One example is the issue of whether, if Britain quit the EU’s single market, it could secure special access for key industries. The City of London wants a deal for financial services, and there is talk of paying into the EU budget to secure one. Mrs May has assured Nissan, whose Sunderland car plant is the biggest in Britain, that it will not lose from Brexit; at least one other carmaker has had a similar pledge, and others will no doubt ask too. Universities have suggested that students might be exempt from visas for EU migrants.
How plausible are sectoral deals? In principle, the EU can agree to anything. Norway is in the single market (but not the customs union) via the European Economic Area. Switzerland is not, but it has bilateral deals, including one giving it full access for non-life insurance. John Springford at the Centre for European Reform, a think-tank, says it would be technically possible for the British car industry to remain in the EU’s customs union. Malcolm Harbour, a former Tory MEP who chaired the European Parliament’s internal market committee, suggests the entire transport sector might stay in the single market.
Yet there would be a price to pay. Mujtaba Rahman of the Eurasia group, a consultancy, says the other 27 EU countries are clearer than ever on the indivisibility of the single market’s “four freedoms” of movement of goods, services, capital and labour, which apply also to Norway and Switzerland. Any sectoral deal would be policed by the European Commission and the European Court of Justice. Yet Mrs May has ruled out unfettered free movement of people and the jurisdiction of the court. As for continuing budget payments, an idea she has not dismissed, Mr Rahman says they might improve the mood, but not enough to secure special deals that override the four freedoms.

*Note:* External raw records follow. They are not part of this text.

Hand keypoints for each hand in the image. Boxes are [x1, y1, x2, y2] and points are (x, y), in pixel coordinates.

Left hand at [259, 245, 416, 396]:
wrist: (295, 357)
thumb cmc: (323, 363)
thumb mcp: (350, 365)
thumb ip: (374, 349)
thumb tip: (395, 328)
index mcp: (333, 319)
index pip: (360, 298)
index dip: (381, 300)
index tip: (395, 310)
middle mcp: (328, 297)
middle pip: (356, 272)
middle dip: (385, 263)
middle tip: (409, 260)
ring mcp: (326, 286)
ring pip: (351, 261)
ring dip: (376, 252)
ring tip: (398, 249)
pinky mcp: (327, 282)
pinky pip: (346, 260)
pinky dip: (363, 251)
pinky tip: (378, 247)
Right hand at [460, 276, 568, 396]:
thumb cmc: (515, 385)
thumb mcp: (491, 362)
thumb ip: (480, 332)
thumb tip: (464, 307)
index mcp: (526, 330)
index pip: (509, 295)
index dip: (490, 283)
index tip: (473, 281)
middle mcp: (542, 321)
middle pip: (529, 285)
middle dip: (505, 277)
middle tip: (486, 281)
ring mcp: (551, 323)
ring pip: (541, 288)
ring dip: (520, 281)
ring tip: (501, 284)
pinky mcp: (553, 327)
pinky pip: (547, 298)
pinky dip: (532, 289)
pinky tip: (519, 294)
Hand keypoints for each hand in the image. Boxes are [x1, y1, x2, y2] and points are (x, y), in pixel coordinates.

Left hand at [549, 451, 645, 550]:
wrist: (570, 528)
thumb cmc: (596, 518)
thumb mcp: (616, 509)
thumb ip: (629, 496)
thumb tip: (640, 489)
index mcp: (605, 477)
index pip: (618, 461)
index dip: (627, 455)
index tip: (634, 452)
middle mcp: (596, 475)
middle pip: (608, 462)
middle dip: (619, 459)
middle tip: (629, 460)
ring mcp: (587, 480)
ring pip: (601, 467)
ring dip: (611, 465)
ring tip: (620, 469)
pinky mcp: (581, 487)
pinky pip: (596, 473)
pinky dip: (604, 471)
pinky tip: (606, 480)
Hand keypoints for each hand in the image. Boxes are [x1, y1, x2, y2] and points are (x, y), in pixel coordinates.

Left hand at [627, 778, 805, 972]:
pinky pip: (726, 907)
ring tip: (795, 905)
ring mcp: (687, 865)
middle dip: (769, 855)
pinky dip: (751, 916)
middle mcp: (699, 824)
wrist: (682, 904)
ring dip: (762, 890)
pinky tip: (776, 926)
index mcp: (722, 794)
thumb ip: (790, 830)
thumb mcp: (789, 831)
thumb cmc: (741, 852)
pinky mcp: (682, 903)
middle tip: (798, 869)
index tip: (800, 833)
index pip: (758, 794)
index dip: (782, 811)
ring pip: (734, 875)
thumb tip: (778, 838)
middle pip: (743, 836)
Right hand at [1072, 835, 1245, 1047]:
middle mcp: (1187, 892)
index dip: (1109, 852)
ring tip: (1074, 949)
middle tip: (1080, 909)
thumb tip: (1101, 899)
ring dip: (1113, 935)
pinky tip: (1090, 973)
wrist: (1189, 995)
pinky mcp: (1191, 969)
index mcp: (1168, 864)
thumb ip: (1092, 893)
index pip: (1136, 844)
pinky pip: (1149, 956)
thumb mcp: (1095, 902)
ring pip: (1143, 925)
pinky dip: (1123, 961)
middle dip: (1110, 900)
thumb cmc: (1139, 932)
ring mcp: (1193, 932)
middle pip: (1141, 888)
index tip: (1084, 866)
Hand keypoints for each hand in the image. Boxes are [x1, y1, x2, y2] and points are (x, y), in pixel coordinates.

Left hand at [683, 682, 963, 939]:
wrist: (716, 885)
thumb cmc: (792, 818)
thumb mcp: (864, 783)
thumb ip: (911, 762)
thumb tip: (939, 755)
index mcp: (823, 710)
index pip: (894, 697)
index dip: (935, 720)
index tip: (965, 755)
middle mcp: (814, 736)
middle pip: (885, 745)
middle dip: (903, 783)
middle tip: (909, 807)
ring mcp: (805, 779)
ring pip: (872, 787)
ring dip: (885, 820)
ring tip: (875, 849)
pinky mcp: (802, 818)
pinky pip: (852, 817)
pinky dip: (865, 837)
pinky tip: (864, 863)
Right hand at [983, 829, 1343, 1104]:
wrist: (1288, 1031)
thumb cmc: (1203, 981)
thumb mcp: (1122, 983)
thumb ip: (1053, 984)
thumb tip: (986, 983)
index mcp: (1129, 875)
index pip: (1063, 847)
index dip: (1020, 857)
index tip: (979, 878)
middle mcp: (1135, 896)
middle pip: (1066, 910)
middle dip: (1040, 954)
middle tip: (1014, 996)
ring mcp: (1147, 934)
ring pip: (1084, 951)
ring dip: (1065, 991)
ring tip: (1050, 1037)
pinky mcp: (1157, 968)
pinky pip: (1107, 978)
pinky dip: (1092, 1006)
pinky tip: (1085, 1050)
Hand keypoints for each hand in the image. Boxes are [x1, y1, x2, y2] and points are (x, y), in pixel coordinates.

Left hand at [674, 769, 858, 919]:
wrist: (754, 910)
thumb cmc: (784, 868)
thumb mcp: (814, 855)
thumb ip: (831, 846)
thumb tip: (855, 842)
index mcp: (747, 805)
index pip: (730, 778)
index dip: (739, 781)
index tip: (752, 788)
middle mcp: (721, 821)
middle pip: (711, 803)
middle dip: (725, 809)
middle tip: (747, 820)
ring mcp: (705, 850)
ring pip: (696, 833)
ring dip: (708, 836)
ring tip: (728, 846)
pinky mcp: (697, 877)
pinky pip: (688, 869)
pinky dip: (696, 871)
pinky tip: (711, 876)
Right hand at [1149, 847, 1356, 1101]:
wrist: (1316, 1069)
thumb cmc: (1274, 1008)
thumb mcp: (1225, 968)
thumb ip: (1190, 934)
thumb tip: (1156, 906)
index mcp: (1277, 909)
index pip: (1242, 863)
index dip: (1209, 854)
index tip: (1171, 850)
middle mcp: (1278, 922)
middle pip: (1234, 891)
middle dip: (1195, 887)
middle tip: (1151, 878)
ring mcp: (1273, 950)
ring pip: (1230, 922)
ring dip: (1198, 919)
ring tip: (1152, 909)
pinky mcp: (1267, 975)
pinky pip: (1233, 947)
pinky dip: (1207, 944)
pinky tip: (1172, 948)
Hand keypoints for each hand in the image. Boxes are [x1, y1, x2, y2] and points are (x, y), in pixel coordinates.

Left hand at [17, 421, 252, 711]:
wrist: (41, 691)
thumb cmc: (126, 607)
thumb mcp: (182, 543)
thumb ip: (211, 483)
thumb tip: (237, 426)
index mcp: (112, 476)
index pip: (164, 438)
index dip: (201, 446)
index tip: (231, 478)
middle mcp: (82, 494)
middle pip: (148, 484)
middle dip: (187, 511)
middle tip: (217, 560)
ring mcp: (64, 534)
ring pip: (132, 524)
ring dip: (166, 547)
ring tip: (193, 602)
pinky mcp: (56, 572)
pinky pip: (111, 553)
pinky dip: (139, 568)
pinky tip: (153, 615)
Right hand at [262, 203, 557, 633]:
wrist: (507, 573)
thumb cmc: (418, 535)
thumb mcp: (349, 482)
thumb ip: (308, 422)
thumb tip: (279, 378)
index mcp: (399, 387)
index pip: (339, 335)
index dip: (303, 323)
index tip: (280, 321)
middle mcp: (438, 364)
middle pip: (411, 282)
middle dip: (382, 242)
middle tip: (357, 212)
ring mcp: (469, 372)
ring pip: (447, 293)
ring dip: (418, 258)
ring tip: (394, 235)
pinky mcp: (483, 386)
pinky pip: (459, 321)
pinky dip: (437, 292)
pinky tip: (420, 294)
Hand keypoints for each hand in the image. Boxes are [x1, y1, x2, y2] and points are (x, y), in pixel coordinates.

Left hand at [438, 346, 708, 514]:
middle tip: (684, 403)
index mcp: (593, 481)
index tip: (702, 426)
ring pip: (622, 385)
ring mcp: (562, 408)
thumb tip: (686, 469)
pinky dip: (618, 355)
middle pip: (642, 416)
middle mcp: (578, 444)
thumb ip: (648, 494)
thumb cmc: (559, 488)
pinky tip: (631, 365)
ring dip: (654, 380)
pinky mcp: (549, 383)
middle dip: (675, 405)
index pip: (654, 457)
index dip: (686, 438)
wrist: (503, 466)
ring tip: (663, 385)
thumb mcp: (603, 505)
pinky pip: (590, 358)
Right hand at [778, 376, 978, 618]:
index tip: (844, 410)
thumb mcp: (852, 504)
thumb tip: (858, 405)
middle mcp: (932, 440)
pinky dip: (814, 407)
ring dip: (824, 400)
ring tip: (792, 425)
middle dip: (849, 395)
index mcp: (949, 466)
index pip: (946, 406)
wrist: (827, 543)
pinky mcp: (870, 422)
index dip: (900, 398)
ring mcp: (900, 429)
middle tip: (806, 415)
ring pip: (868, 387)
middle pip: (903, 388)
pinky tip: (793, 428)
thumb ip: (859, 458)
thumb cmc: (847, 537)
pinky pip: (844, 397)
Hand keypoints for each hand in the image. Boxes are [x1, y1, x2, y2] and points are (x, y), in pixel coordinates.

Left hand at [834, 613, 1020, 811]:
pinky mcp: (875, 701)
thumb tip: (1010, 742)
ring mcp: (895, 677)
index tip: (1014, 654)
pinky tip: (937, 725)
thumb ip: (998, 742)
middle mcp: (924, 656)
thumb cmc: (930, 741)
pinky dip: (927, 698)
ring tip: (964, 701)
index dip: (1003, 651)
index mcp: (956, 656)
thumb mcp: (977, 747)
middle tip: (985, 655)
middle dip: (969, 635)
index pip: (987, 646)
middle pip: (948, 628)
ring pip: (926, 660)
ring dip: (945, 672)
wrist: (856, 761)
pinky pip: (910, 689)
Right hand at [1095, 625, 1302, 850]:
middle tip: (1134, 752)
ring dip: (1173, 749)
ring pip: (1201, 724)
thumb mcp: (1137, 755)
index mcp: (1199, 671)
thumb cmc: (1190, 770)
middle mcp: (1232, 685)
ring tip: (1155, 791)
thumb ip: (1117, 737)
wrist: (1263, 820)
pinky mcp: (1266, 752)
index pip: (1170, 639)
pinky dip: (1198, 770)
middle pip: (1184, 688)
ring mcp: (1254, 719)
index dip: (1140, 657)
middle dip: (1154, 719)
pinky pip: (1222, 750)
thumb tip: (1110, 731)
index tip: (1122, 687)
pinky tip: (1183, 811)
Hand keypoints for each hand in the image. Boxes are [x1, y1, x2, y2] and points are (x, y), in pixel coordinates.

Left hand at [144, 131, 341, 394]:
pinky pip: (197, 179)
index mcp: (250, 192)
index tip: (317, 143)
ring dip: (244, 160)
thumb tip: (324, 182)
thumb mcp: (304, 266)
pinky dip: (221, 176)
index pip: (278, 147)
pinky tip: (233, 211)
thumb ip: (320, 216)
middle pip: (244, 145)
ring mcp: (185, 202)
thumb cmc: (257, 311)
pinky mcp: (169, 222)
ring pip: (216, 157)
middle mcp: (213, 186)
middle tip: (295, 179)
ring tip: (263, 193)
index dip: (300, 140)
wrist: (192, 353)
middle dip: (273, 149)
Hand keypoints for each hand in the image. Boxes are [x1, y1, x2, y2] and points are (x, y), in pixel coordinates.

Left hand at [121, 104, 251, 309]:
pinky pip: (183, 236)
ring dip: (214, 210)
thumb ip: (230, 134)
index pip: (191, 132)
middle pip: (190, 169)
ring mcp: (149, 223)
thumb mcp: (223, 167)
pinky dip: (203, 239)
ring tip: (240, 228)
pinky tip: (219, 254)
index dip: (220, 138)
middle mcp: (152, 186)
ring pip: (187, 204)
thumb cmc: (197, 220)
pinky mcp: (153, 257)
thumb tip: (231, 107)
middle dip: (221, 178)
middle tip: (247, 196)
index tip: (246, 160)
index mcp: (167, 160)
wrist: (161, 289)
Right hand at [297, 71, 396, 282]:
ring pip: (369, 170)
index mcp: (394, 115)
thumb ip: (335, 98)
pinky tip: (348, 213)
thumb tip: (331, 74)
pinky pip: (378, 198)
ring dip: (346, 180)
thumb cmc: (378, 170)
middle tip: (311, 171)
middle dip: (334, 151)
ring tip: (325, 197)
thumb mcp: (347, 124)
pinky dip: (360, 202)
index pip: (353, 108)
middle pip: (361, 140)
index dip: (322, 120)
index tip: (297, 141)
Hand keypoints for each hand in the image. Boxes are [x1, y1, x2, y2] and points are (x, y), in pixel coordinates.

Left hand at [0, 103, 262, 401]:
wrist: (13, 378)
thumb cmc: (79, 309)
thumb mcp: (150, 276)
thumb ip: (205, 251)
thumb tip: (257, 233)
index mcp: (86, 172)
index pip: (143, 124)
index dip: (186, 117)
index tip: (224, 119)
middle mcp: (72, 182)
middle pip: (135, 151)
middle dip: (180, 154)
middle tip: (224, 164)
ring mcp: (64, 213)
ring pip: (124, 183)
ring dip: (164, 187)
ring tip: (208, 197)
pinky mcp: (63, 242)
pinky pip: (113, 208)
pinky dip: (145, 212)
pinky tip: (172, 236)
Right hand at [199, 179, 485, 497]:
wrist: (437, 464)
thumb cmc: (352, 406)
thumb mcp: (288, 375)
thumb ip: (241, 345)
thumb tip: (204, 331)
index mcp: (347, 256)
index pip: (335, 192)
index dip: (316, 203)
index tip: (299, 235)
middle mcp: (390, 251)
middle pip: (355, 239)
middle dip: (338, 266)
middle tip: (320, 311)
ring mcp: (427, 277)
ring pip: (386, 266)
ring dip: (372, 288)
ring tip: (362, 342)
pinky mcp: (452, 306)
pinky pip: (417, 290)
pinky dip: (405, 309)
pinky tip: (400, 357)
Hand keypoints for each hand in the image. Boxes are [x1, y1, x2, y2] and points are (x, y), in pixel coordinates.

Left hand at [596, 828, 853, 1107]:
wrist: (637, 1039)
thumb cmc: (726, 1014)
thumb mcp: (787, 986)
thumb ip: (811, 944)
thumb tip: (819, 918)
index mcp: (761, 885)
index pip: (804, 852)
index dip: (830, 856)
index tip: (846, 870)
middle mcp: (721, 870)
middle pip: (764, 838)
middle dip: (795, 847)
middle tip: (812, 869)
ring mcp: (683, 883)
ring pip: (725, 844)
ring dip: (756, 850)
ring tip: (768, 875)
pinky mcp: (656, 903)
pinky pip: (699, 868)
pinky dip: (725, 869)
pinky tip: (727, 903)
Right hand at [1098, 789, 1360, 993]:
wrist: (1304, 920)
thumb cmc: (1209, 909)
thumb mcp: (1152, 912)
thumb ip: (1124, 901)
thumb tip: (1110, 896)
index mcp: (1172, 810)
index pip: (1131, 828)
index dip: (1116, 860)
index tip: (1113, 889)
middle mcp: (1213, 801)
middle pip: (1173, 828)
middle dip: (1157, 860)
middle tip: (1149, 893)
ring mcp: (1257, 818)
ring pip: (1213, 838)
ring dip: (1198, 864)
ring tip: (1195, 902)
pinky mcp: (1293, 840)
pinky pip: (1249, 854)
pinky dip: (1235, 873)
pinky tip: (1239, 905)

The politics of sectoral deals could be even worse. The other 27 countries insist that Britain should not be better off than it was as an EU member, and they are united in opposing cherry-picking. Yet that is exactly what sectoral deals would do. If the British win special treatment for finance and cars, why not the Dutch for tulips and windmills, the French for cheese and cosmetics, the Germans for machine tools and engines—or the Poles for fruit-pickers and builders? Were all countries to get special privileges for their favoured industries, warns Neil Carmichael, a pro-EU Tory MP, the single market could collapse into a mess of protection and subsidies.
World Trade Organisation (WTO) rules would also make sectoral post-Brexit deals harder. If Britain were to agree bilaterally with the EU not to apply tariffs on cars, the WTO’s “most favoured nation” principle might force it to offer tariff-free access to the rest of the world as well. The only way to avoid this would be a full-blown free-trade agreement, which is by definition not sectoral but covers most trade.
Mrs May’s eventual choices will boil down to three. First is an option like Norway’s that secures largely barrier-free access to the single market but involves customs controls and accepting EU laws, migrants and budget payments. Second is a free-trade agreement that avoids such obligations but excludes most services and would take years to negotiate and ratify. And third is trading on plain WTO terms, which implies tariffs on cars and other products and also excludes services. The Treasury’s central estimate is that this option would lower GDP by 7.5% after 15 years. No wonder the Brexit debate is so febrile.